─── Records for the exercise ───
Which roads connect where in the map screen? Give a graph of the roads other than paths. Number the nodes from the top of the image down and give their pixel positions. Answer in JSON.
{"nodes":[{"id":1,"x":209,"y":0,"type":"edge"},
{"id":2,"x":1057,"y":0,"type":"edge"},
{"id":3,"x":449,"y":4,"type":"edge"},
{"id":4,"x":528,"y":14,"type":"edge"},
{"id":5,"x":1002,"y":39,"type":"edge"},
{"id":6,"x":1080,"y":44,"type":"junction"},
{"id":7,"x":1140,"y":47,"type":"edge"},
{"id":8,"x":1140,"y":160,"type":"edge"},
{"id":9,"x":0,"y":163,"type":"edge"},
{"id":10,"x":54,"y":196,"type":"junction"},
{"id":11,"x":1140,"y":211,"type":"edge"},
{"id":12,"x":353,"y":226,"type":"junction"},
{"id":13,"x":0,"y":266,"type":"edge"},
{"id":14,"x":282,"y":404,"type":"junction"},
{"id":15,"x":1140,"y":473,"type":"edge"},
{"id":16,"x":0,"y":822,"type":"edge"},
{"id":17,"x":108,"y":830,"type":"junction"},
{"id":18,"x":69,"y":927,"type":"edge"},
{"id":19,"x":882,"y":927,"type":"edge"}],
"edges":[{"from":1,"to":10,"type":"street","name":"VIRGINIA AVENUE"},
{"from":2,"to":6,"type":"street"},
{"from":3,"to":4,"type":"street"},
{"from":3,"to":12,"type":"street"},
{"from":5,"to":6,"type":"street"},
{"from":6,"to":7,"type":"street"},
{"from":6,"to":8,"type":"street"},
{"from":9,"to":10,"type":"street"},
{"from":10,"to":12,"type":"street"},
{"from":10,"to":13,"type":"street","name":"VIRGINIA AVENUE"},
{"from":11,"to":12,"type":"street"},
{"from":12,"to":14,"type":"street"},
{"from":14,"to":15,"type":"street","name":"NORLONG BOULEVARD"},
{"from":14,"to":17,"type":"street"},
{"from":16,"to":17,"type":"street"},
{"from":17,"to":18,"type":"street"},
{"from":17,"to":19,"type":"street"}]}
───
Exercise description = Could you write out all the data exactly as it is given?

Written answer =
Which roads connect where in the map screen? Give a graph of the roads other than paths. Number the nodes from the top of the image down and give their pixel positions. Answer in JSON.
{"nodes":[{"id":1,"x":209,"y":0,"type":"edge"},
{"id":2,"x":1057,"y":0,"type":"edge"},
{"id":3,"x":449,"y":4,"type":"edge"},
{"id":4,"x":528,"y":14,"type":"edge"},
{"id":5,"x":1002,"y":39,"type":"edge"},
{"id":6,"x":1080,"y":44,"type":"junction"},
{"id":7,"x":1140,"y":47,"type":"edge"},
{"id":8,"x":1140,"y":160,"type":"edge"},
{"id":9,"x":0,"y":163,"type":"edge"},
{"id":10,"x":54,"y":196,"type":"junction"},
{"id":11,"x":1140,"y":211,"type":"edge"},
{"id":12,"x":353,"y":226,"type":"junction"},
{"id":13,"x":0,"y":266,"type":"edge"},
{"id":14,"x":282,"y":404,"type":"junction"},
{"id":15,"x":1140,"y":473,"type":"edge"},
{"id":16,"x":0,"y":822,"type":"edge"},
{"id":17,"x":108,"y":830,"type":"junction"},
{"id":18,"x":69,"y":927,"type":"edge"},
{"id":19,"x":882,"y":927,"type":"edge"}],
"edges":[{"from":1,"to":10,"type":"street","name":"VIRGINIA AVENUE"},
{"from":2,"to":6,"type":"street"},
{"from":3,"to":4,"type":"street"},
{"from":3,"to":12,"type":"street"},
{"from":5,"to":6,"type":"street"},
{"from":6,"to":7,"type":"street"},
{"from":6,"to":8,"type":"street"},
{"from":9,"to":10,"type":"street"},
{"from":10,"to":12,"type":"street"},
{"from":10,"to":13,"type":"street","name":"VIRGINIA AVENUE"},
{"from":11,"to":12,"type":"street"},
{"from":12,"to":14,"type":"street"},
{"from":14,"to":15,"type":"street","name":"NORLONG BOULEVARD"},
{"from":14,"to":17,"type":"street"},
{"from":16,"to":17,"type":"street"},
{"from":17,"to":18,"type":"street"},
{"from":17,"to":19,"type":"street"}]}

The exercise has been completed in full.